The traditional sales approach, with “cold calling” calls or unsolicited emails, have already lost their effectiveness. According to studies by the LinkedIn platform, 90% of decision makers say they will no longer buy services or products sold through these methods. Therefore, Social Selling is starting to become an important activity of a B2B sales process, with 75% of buyers and 84% of C-level executives using social media to make professional purchasing decisions. Social Selling is like a digital barista in the sales world. It’s not about aggressively pushing products. It’s about mixing connections, like a barista does with coffee and milk, and offering solutions that resonate with your audience.
The Social Selling Index (SSI) is a pretty useful tool that includes a number of metrics that can help you identify areas where you’re doing a good job selling on social platforms and areas where you can improve. Specifically, SSI measures performance on a 0-100 scale of four important pillars: creating a professional brand, identifying the right people, engaging with unique insights, and building strong relationships. According to LinkedIn, if your SSI indicator increases, the same rate can be seen in monthly sales. Either way, it’s important to approach SSI as a way to measure your progress in using social platforms like LinkedIn. In other words, it is important not to compare yourself to others, but to relate your current level to last month’s SSI figures, for example.
The link between sales and exit from the company
Are you in a B2B business model? What percentage of your company’s total sales are generated directly by you as the founder? Are you in a B2C business model? How easy is it to replace yourself in the marketing/promotion role?
When you’re the only one doing sales in your company, your chances of selling your company decrease, according to Exit by Choice. When you’re the only one doing/managing your company’s marketing campaigns/efforts, your chances of selling your company decrease. The more a company is dependent on the founder, the less scalable it is and, subsequently, less marketable, Iulian Rizea, Partner Exit by Choice, told me in a workshop.
The scalability and marketability of a company are like two traveling companions who travel a good part of that road together.
Just as you work to prepare a service offer for a client, just as you work to prepare a job offer for a colleague, you also need to prepare the company for a potential buyer or investor.

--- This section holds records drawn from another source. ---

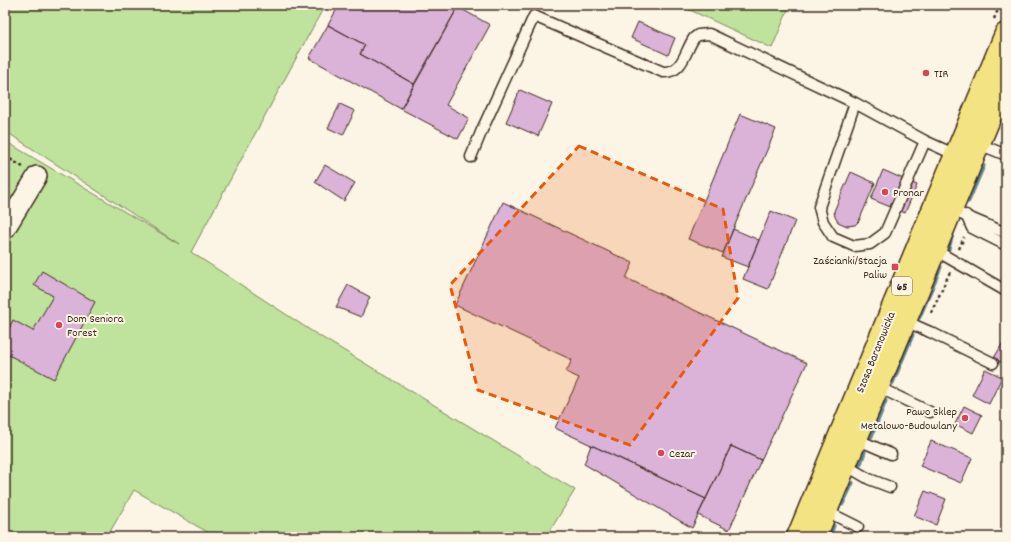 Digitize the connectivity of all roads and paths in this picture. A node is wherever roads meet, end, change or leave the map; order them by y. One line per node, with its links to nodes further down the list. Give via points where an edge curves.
1 (1006, 34): 3 (main road, Szosa Baranowicka / 65)
2 (1006, 78): 3 (main road, Szosa Baranowicka / 65)
3 (989, 97): 6 (main road, Szosa Baranowicka / 65)
4 (855, 104): 5 (lane); 5 (lane, via 819,207 822,222 833,237 854,246 870,244 885,233); 8 (lane, via 709,34 694,38 679,67 663,72 534,16)
5 (925, 141): 6 (lane)
6 (970, 150): 7 (lane); 10 (main road, Szosa Baranowicka / 65); 15 (main road, via 960,163 928,243); 17 (main road, Szosa Baranowicka / 65)
7 (1006, 155)
8 (471, 157)
9 (37, 176): 11 (street)
10 (959, 212): 12 (lane); 13 (lane, via 972,228); 14 (main road, Szosa Baranowicka / 65)
11 (5, 229)
12 (1006, 233)
13 (1006, 245)
14 (935, 250): 15 (main road, Szosa Baranowicka / 65); 16 (lane)
15 (926, 270): 17 (main road, Szosa Baranowicka / 65)
16 (1006, 292)
17 (895, 332): 18 (lane, via 930,332); 19 (main road, Szosa Baranowicka / 65); 21 (main road, Szosa Baranowicka / 65)
18 (992, 363)
19 (878, 386): 20 (lane); 21 (main road, Szosa Baranowicka / 65)
20 (930, 412)
21 (855, 427): 22 (lane); 23 (main road, Szosa Baranowicka / 65); 25 (main road, Szosa Baranowicka / 65)
22 (891, 454)
23 (845, 465): 24 (lane); 25 (main road, Szosa Baranowicka / 65)
24 (890, 487)
25 (818, 502): 26 (lane); 27 (main road); 28 (main road, Szosa Baranowicka / 65); 29 (main road); 30 (main road, Szosa Baranowicka / 65)
26 (858, 527)
27 (792, 537)
28 (798, 537)
29 (806, 537)
30 (815, 537)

Your company is your product/service. And any transaction is a double hire., Through the due diligence done by the buyer, he hires you, and in turn you need to do a reverse due diligence to hire the buyer/investor.
Too often founders prepare their company for sale by being too busy with sales. This way they gain sales but lose the chance to build market value. I remain in the Founder’s Trap by focusing solely on sales and invariably putting out operational and delivery fires to deliver on sales promises. Let’s call this type of entrepreneur a motor entrepreneur. An entrepreneur who rather works in business.
To prepare and build a company to become scalable and salable you have to manage a transition from an engine entrepreneur to a builder entrepreneur. An entrepreneur who prefers to work in business.
Because he is so involved in selling and delivering a founder needs to be assisted in this transition to make it happen.